One key thing is that a "great" EECS grad student stipend, say the one offered
by the National Science Foundation fellowship, is (or was) $25K. Most tech
salaries are 2x or 3x that or more. A lot of grad students make less. So if
you made $0 for the first two years pursuing industry, then landed a job at
$50K, you've made up those two years. (Not really, of course, due to tax
issues and the fact you had to defer the money, many grad students make less,
etc.)

Another key thing is that if you stay in a PhD program for the full 5-7 years,
the economy may change radically around you. So if you stick with it, you
forego the higher-paying jobs available at that time. Of course, you could
always just drop out and start a company or something at that time...plenty of
people do.

------
paulgb
From an anonymous comment on the blog post:

> I heard of one similar to #9. It said something like "If I were adCMUted to
> CMU." I don't think that guy was adCMUted.

------
luchak
The guide that basically walked me through the entire application process was
also written by a CMU professor.

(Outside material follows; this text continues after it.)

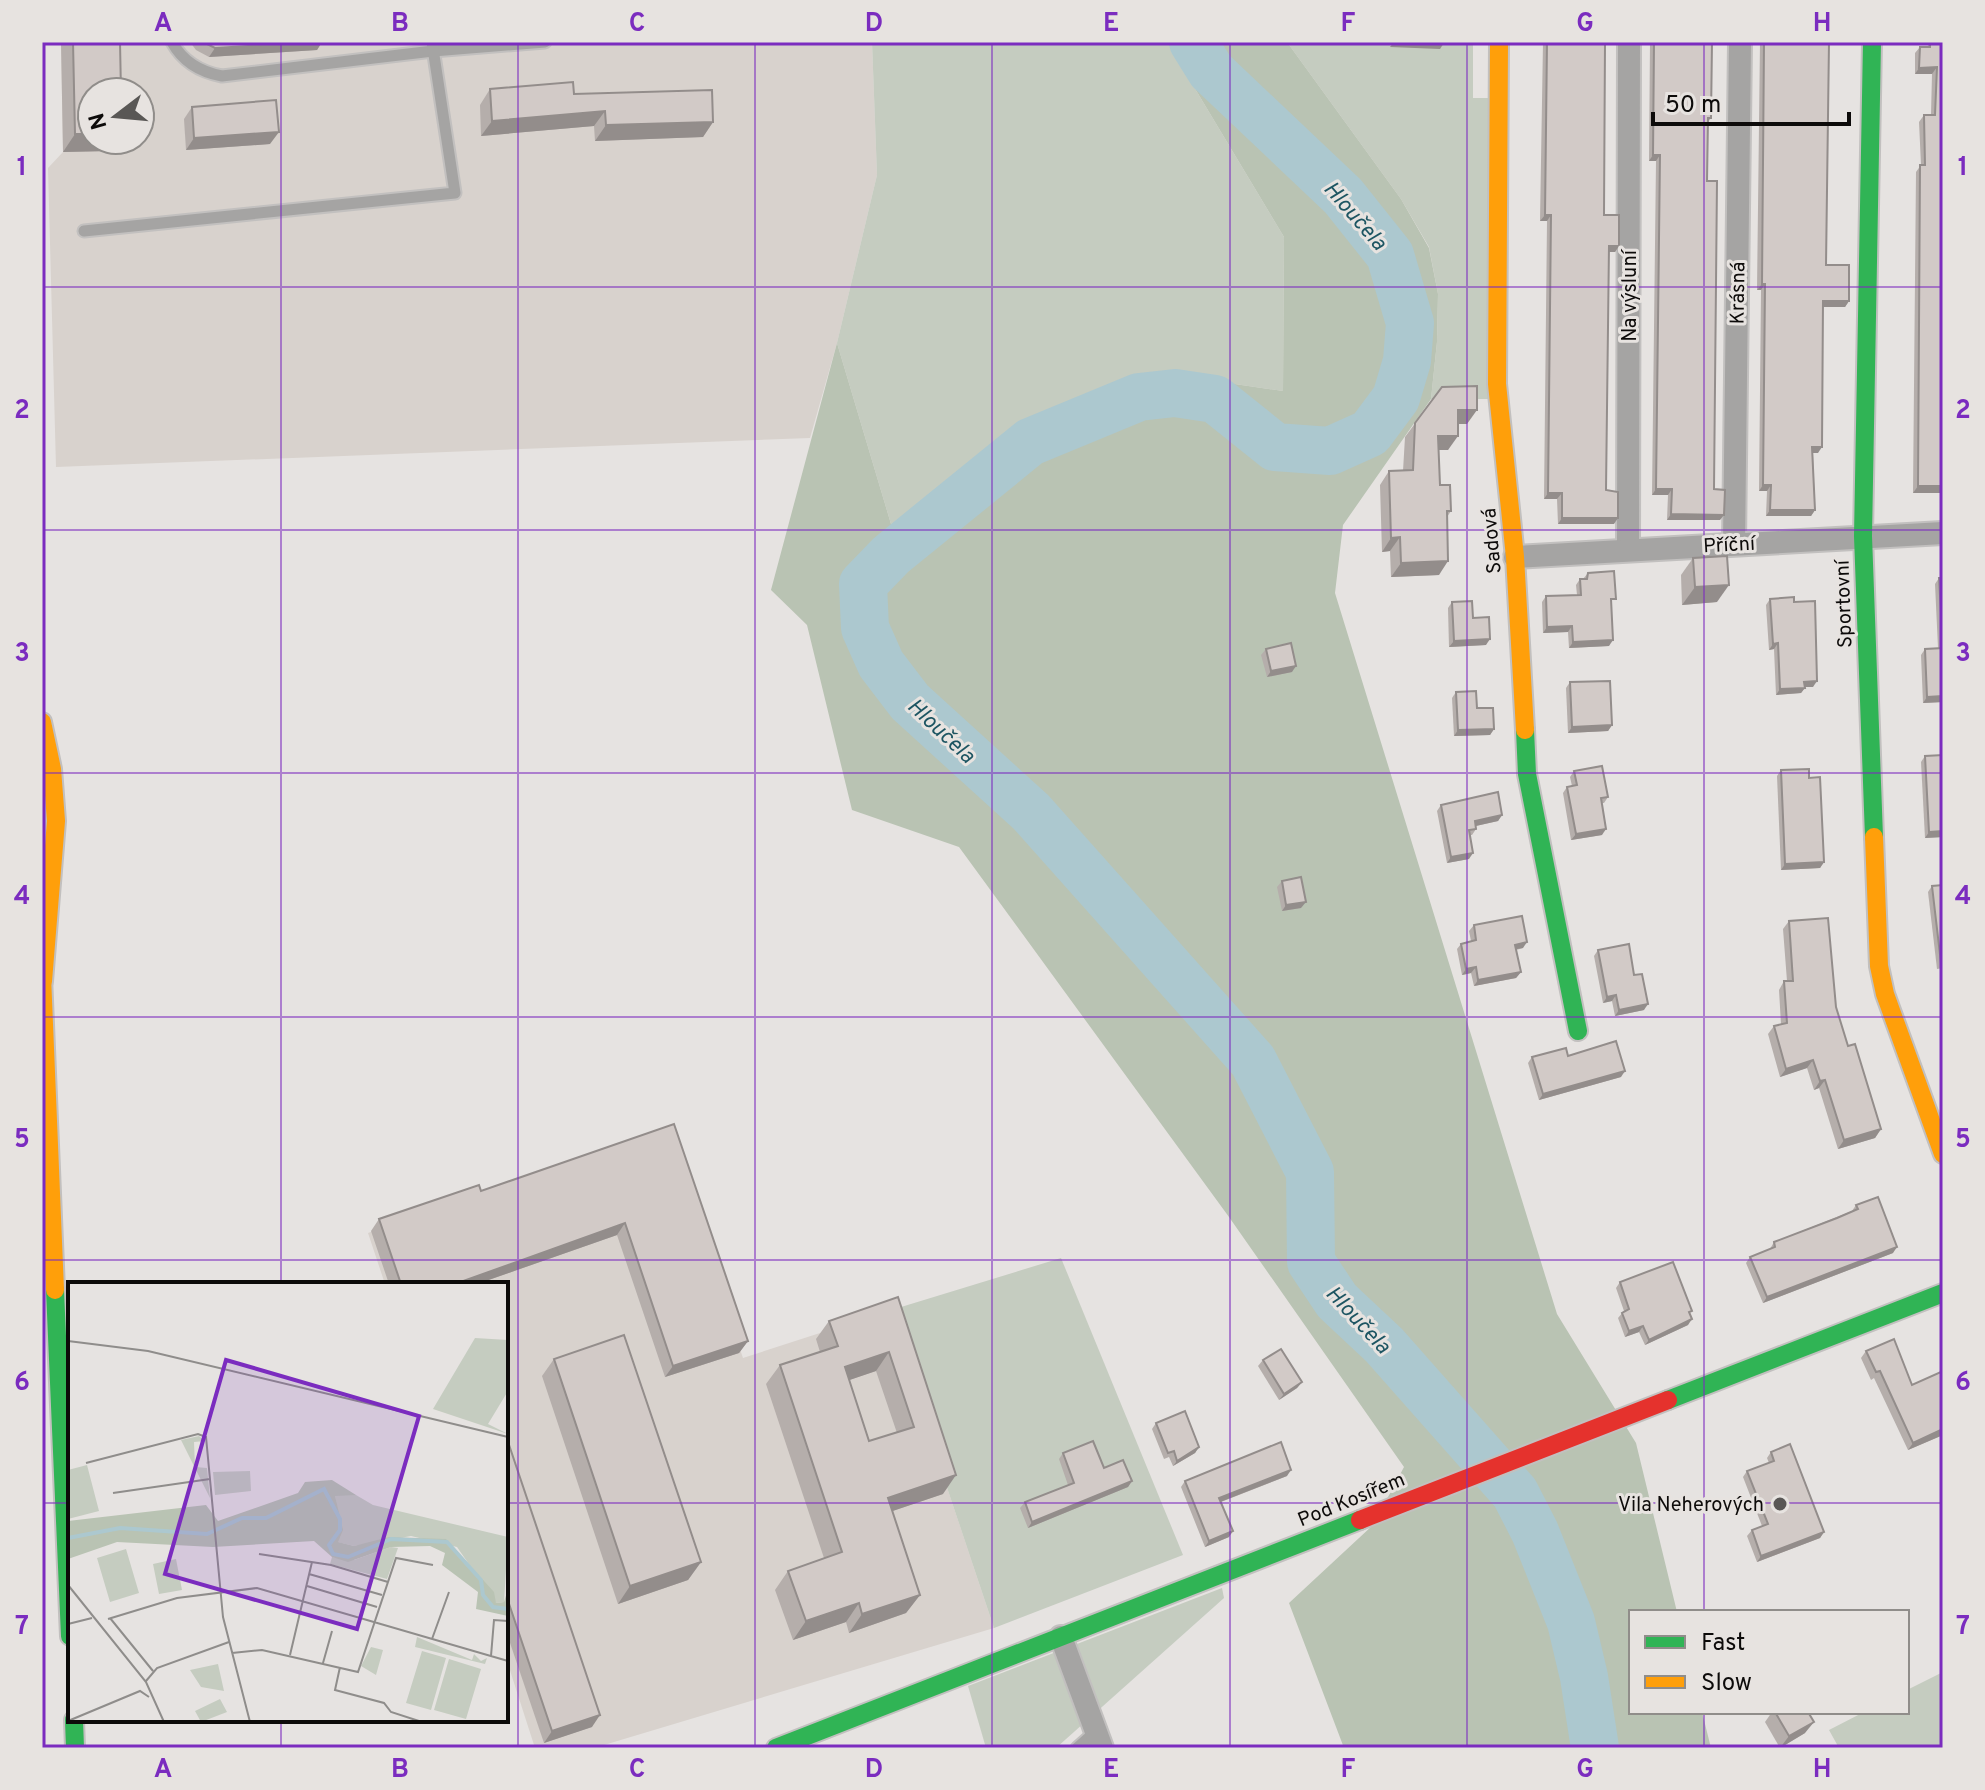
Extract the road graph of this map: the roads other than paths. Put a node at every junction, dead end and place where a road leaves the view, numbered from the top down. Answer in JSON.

It's a much drier read, but, if you're
applying to Ph.D. programs in computer science, it's gold.

<http://www.cs.cmu.edu/~harchol/gradschooltalk.pdf>

------
rflrob
Isn't it a little late in the season for grad school advice? I know there are
schools where the deadline has already passed, and even assuming you could get
together an application for one of the ones that hasn't, it would be poor form
to ask for a recommendation this late.